Illustration: Sequoia Blankenship
Recently, I took my wife, the Sarge, to see my old stomping grounds on the Navajo Nation. We stopped to look at the new Four Corners Monument and then down to where my trailer used to sit at the Junction of US 160 and SR 504, in the little village of Teec Nos Pos. There is a new highway facility there now, and no Highway Patrol trailers. In fact, driving the length of the reservation we saw only one trooper.
The first thing that strikes you when you travel through the Navajo Nation is the vastness of the land. The reservation is approximately the size of West Virginia and home to the largest tribe in North America, the Navajos; it is also the home of the Hopi, a remarkable people living on the "Mesas" that compose their homeland.
My mind flooded with all remarkable memories I had from my time there. I drove past locations of fatals, fights, DWI's, and the tribal dances I had worked. Back then, I had left the urban streets of Tucson, with all of its remarkable adventures, to see what I might find in one of Arizona's most remote and unique assignments.
As it turned out, this was a perfect example of the "bad assignment" that resulted in many positive outcomes. As the old Stoic emperor Marcus Aurelius wrote, "The impediment to action advances action. What stands in the way becomes the way." I embarked on this experience to learn as much as I could about the world around me, and it ended up shaping my beliefs about officer safety, training, and myriad other things. I studied the Navajo, read books I had always felt guilty about never reading, ran a marathon, learned to make bread from flour I had freshly ground, and experienced other things I never imagined I could still see in 1978.

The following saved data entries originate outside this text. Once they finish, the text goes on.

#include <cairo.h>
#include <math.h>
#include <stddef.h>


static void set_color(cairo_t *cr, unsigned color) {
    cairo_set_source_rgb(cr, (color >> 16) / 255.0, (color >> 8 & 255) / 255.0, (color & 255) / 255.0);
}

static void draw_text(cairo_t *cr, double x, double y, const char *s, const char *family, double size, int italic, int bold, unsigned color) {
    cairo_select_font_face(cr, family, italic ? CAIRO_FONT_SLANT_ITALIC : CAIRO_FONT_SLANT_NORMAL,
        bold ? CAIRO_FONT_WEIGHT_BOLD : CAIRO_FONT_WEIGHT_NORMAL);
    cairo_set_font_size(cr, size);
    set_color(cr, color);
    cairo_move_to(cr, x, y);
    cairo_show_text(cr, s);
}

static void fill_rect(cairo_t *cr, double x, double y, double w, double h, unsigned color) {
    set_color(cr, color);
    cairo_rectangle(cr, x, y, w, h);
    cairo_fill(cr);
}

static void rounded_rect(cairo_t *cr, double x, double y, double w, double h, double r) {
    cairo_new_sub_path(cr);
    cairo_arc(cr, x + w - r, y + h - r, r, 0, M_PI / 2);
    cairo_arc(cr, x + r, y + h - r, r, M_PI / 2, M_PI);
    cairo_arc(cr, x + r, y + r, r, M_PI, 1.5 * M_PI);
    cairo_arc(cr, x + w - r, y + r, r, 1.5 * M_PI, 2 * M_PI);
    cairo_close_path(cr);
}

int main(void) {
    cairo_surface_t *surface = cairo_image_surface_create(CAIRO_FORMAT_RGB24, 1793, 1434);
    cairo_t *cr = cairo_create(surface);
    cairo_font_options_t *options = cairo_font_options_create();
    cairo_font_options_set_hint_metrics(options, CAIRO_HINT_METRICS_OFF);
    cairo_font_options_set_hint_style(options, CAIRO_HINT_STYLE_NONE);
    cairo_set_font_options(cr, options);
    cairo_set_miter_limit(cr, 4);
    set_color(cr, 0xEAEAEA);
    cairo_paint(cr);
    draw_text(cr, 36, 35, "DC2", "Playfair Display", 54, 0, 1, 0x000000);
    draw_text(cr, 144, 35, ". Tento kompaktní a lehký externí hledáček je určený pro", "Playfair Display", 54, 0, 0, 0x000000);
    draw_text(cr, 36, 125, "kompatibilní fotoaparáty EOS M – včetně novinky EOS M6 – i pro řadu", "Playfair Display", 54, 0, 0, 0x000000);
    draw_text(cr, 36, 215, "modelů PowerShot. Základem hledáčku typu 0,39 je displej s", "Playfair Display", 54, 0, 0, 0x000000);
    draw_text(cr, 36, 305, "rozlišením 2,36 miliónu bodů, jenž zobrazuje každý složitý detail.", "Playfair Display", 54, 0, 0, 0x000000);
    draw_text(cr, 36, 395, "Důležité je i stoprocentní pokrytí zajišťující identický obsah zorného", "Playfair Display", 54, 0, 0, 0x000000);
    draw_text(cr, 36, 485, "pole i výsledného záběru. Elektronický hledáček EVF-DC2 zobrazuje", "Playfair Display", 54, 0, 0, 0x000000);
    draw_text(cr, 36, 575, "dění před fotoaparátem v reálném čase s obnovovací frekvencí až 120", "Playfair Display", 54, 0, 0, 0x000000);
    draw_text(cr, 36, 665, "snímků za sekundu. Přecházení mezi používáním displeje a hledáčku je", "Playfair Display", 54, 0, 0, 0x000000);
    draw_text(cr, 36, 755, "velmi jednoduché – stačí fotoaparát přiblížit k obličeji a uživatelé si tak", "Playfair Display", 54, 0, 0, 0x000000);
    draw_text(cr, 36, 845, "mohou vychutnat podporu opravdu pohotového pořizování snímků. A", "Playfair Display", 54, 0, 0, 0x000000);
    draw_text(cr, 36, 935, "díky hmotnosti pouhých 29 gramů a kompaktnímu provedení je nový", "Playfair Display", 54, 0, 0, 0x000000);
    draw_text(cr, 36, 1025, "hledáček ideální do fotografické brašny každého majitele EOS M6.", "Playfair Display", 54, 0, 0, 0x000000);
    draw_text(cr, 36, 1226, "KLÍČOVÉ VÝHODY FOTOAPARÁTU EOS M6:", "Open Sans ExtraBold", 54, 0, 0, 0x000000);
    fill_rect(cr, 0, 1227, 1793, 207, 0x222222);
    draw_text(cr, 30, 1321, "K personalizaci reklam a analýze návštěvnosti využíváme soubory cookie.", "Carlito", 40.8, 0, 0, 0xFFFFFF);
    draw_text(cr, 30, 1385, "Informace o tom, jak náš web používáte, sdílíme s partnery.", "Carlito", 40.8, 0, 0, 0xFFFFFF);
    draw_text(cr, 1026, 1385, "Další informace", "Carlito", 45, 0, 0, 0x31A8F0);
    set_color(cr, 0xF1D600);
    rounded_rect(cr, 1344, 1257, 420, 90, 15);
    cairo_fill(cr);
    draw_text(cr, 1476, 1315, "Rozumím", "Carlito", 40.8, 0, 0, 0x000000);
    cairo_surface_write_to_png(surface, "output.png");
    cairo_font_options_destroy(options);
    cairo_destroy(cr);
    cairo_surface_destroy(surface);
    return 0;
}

I must confess I didn't leave the Tucson PD just to go to some remote location, but rather to get into the criminal investigation side of the agency that I had worked with, and hoped to work with again in the future. The deal was that everyone joining the Department of Public Safety (DPS) had to first serve in the Highway Patrol, and assignments weren't determined until the end of the academy—which everyone, no matter who you were, had to attend. Since I was married with no children, it was pretty certain I would get a remote assignment. So, when I saw Teec on the list, I just took it.
There was a saying in the highway patrol that if you really screwed up they would "Send you to Teec Nos Pos!" Well, I decided to see what that was all about, and I sure did. Every shift was unique, starting with the day I moved into the state trailer and found the pipes frozen in the below-zero weather of the reservation. Harsh weather, tough people, and vast distances created a unique enforcement environment.
Non-Indian arrestees had to be booked into the county jail in St. John, AZ, 267 miles away from Teec. If a relay couldn't be set up, you had a long drive ahead of you. Often, I would respond many miles to back up another DPS trooper or Tribal officer, and together we typically had to make up tactics for situations that we didn't have the resources for.
For instance, one day I backed up a Navajo DPS officer on a domestic involving a rifle, miles off the road in Utah. We snuck up on a hill overlooking the complainant's hogan and watched the suspect stumble around with an old 30-30 until he finally passed out on the front seat of his pickup…alcohol de-escalation.
Another time, the state decided to upgrade our radio system to UHF from VHF, without taking into account that those of us in the remote assignments still only had VHF radios; the fellow installing my particular repeaters decided to turn the VHF off after completing the UHF installation. Pretty strange to be in a remote area and suddenly the blind spot in your area becomes your whole area. It took a couple of days to get my system back up, and I am sure the dispatchers of Navajo DPS got pretty sick of relaying to Flagstaff DPS what I was doing.
I could go on and on about my time on the reservation, the friends I made, the thrills, the boredom, the learning. All of it shaped me dramatically, but I didn't originally plan on ever being a remote highway patrol officer. I considered the limited number of choices given me in the academy and took advantage of what could have been a miserable assignment. I had no television, no pubs, no gyms, no squad to go drinking with, not even a Circle K within 50 miles. But it turned out to be a defining adventure of my life.
You will be given choices in your career that seem to be lose-lose, when, in fact, they are chances to begin a new and unique adventure. Go for it…good luck and stay safe.